Photos de théâtre

Quand Raoul arrive dans l’enceinte du théâtre, je prends conscience d’emblée que le travail de répétitions prend fin. Les acteurs se laissent apprivoisés par ce tout premier regard. Ils sont tous forts et vulnérables, fiévreux à l’idée que le lendemain ils rencontreront le public qui va réagir à l‘ouvrage. Mais lui fait plutôt partie de l’équipe, il respire avec elle, devient le personnage invité, celui qui arrive quand tous les autres déjà sont en place. Rituel à la fois excitant et rassurant.

Nous délimitons ensemble le périmètre d’action dans lequel il peut faire évoluer son parcours à lui ; ensuite il s’installe dans les gradins, guette les allées et venues des comédiens, comme un animal, il observe, longtemps, lève la tête, balise d’un regard, les points de lumières qui éclaireront son travail.
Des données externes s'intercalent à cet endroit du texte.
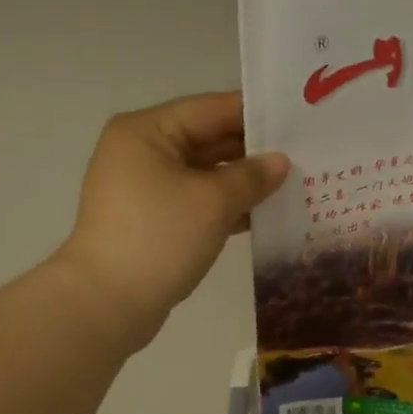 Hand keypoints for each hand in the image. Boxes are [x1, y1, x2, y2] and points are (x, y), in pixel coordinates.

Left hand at [54, 92, 288, 350]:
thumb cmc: (159, 238)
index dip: (256, 114)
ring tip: (295, 186)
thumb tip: (280, 162)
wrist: (106, 304)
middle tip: (306, 156)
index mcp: (148, 131)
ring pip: (205, 175)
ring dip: (244, 183)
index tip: (299, 120)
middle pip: (208, 140)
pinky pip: (197, 203)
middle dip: (254, 152)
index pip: (211, 109)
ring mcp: (145, 189)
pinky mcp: (153, 221)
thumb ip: (252, 176)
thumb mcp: (213, 202)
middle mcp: (143, 152)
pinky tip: (265, 216)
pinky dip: (227, 208) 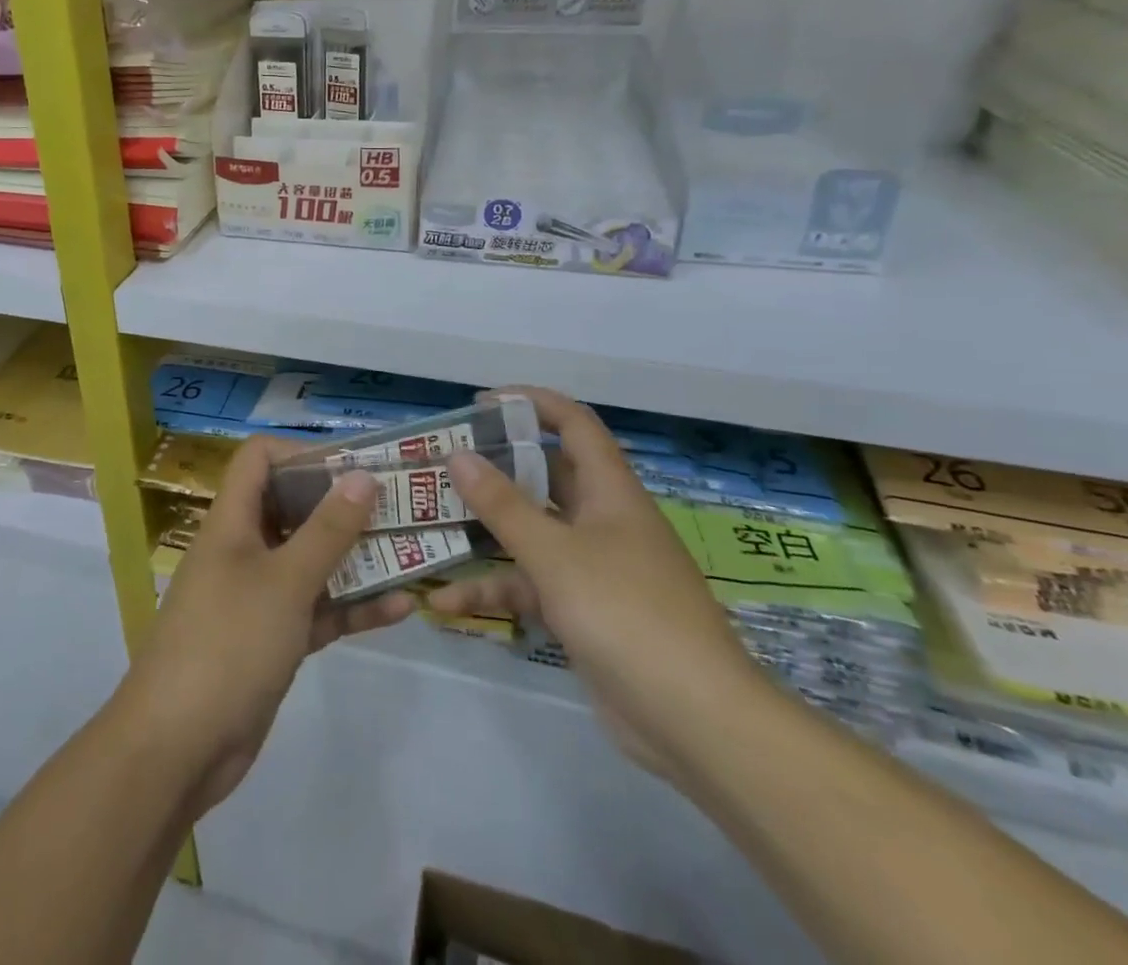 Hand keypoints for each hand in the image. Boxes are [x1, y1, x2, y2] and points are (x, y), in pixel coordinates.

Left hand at [112, 436, 416, 812]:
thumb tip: (362, 475)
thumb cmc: (229, 643)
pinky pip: (316, 609)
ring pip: (311, 561)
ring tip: (411, 550)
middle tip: (398, 505)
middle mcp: (244, 549)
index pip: (260, 459)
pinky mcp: (273, 639)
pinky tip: (400, 607)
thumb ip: (327, 530)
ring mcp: (258, 596)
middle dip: (343, 505)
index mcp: (233, 521)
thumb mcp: (285, 581)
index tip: (354, 467)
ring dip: (356, 557)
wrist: (178, 748)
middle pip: (293, 508)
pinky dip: (351, 607)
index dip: (303, 454)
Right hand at [427, 387, 765, 775]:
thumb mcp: (554, 554)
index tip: (481, 403)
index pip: (574, 425)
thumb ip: (502, 505)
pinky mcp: (584, 611)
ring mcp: (594, 568)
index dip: (531, 403)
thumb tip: (459, 455)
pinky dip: (495, 591)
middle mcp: (603, 521)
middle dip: (497, 468)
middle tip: (445, 463)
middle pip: (545, 477)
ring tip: (432, 524)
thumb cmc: (625, 613)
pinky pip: (532, 585)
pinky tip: (448, 603)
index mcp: (610, 492)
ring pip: (532, 534)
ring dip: (486, 534)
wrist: (695, 722)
Et puis lentement, silencieusement, sort délicatement de ses sacs en bandoulière ces objets qui vont capter l’air, les regards, les gestes, les corps, les lumières. Je suis toujours fascinée par la précision de ses gestes à lui, et la transformation qui s’opère quand son regard ne voit plus rien d’autre que la scène.
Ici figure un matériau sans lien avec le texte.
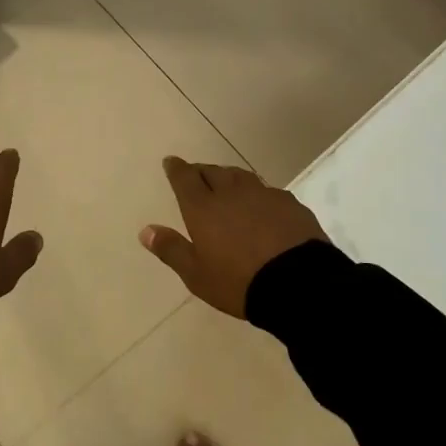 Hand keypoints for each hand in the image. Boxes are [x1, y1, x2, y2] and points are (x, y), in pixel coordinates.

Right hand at [139, 157, 326, 317]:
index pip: (185, 178)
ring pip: (241, 176)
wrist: (300, 284)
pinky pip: (267, 191)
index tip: (171, 162)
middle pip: (213, 171)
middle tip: (196, 175)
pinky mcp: (290, 204)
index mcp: (203, 208)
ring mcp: (264, 195)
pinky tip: (260, 205)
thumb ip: (171, 249)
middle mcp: (232, 193)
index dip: (176, 168)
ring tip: (226, 184)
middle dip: (202, 171)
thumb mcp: (196, 274)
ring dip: (229, 177)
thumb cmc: (238, 282)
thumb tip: (145, 230)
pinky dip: (256, 193) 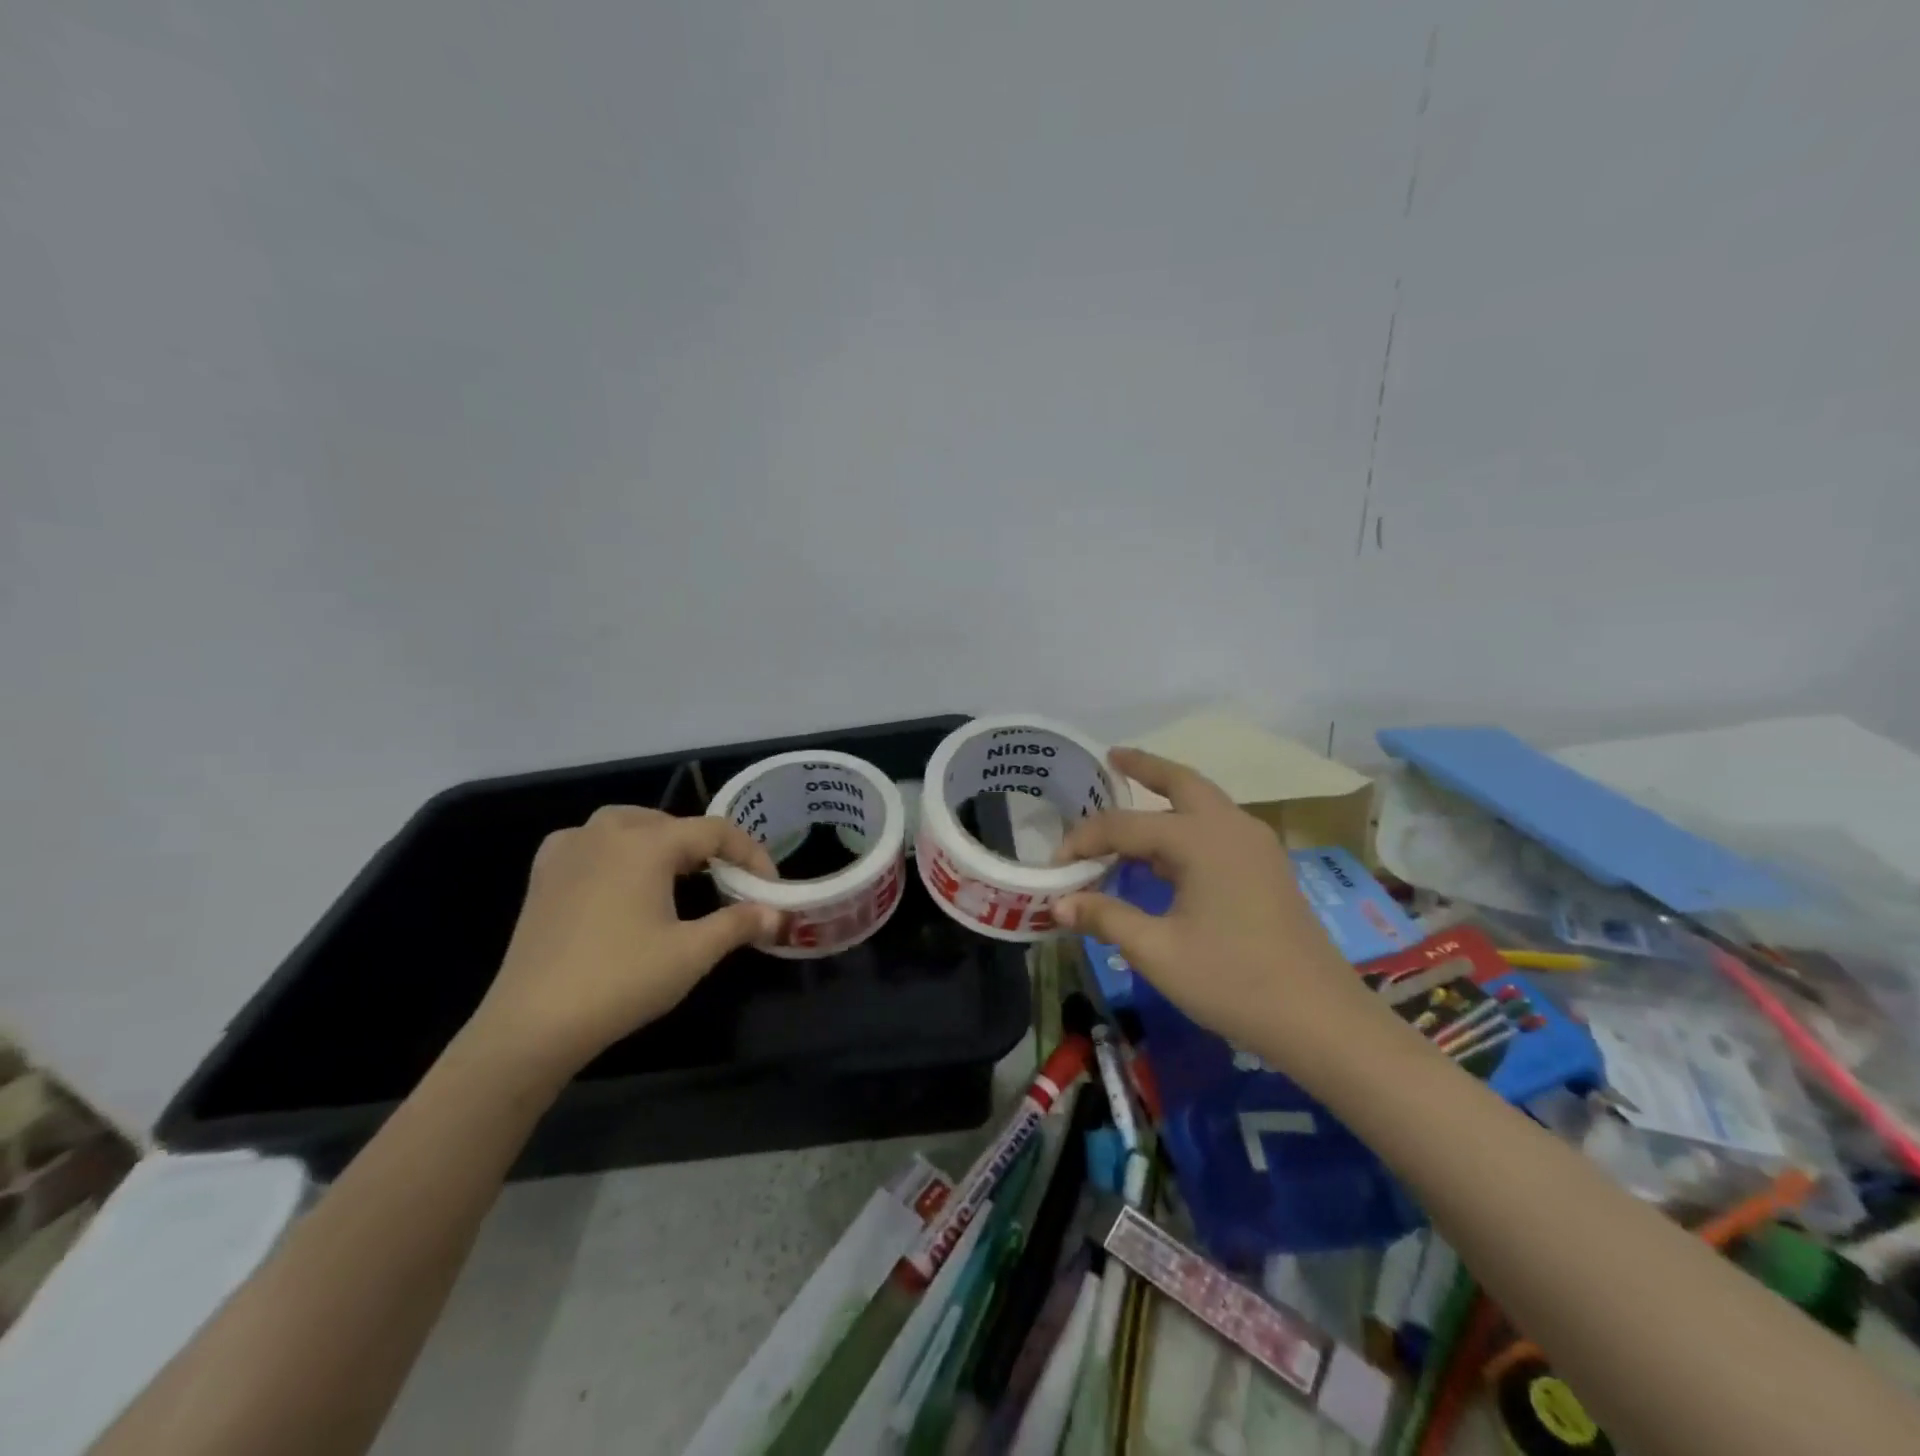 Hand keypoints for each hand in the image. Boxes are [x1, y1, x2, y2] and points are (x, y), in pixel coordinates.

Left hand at [466, 807, 780, 1079]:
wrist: (531, 1025)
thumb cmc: (620, 981)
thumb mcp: (692, 953)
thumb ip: (740, 923)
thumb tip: (777, 914)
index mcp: (646, 842)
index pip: (714, 831)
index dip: (750, 853)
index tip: (769, 884)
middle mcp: (605, 832)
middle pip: (672, 823)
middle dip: (706, 848)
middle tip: (728, 883)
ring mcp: (568, 849)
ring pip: (629, 826)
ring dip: (662, 843)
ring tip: (681, 876)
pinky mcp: (543, 874)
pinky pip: (591, 843)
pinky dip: (618, 851)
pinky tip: (622, 878)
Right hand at [1054, 748, 1395, 1076]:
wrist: (1321, 1021)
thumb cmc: (1233, 982)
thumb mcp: (1158, 952)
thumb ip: (1106, 919)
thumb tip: (1058, 905)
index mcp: (1200, 839)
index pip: (1124, 826)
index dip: (1083, 841)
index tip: (1055, 863)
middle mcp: (1230, 827)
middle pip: (1181, 781)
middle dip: (1145, 766)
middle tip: (1112, 757)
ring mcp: (1256, 846)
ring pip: (1204, 802)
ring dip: (1168, 794)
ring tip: (1133, 795)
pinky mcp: (1268, 868)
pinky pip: (1217, 827)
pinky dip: (1187, 822)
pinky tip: (1168, 849)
A l’affût du moindre geste, du moindre regard, il guette, s’approche de très près, scrute les corps d’acteurs investis par les secrets et les fantômes de leurs personnages. Ce sont eux qui leur voleront la vedette sur le papier glacé.
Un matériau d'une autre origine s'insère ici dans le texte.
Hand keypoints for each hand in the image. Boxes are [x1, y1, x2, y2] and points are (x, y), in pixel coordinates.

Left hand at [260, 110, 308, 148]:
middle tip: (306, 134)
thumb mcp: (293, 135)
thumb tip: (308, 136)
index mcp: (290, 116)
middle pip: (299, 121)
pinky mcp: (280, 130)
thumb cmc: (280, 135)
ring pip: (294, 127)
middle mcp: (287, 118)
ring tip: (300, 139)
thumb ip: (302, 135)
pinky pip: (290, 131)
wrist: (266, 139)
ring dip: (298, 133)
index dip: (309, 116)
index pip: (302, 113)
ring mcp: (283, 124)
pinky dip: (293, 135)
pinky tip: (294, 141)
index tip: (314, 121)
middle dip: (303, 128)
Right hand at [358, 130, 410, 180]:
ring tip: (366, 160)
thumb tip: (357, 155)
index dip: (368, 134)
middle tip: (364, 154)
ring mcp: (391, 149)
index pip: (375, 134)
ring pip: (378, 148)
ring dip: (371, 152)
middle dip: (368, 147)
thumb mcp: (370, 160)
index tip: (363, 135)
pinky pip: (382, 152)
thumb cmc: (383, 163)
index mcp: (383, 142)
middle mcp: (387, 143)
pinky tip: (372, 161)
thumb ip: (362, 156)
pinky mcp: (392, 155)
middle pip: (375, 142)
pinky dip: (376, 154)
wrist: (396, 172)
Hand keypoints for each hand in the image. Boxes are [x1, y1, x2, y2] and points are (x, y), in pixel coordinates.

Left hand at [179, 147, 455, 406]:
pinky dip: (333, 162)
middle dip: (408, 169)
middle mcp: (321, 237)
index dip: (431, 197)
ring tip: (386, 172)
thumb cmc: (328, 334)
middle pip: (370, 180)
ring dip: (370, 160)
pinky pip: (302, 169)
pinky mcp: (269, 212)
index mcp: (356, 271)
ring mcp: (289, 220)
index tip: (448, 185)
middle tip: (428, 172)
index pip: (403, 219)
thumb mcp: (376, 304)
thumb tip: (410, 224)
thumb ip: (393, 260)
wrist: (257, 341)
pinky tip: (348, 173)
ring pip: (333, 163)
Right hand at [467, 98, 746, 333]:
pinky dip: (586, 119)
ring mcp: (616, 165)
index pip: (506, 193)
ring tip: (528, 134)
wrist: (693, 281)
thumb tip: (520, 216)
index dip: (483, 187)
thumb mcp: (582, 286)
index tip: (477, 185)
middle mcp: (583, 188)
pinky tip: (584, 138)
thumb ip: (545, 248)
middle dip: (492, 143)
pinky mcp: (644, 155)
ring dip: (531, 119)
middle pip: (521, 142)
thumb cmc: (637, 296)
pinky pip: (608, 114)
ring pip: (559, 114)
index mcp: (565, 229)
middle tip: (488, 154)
Libre, insoumis, on lui a permis de piocher là où bon lui semble ; alors il entame son corps à corps avec l’artiste, s’affranchit des cadres conventionnels, prend, attrape au vol avec l’amplitude d’un oiseau de nuit qui sait se rendre invisible.
En silence, à partir des autres, il fabrique sa palette d’images, trouve un cadre à une émotion, crée des lignes de fuite, fige un regard, entre dans la chair et la sueur de ces premières mises à nu. Il atteint par le dépouillement une forme de puissance qui saisit.
Au comédien, il fait réaliser que peut-être il n‘est rien au delà de son corps.
Au metteur en scène, il dévoile ce que lui-même n’avait sans doute pas encore vu.
Les clichés de Raoul, c’est toute une histoire, la nôtre, la sienne et celle de ces êtres de fiction qui nous racontent nos vies.
On le retrouve à chaque nouvelle saison théâtrale, au sommet de son art.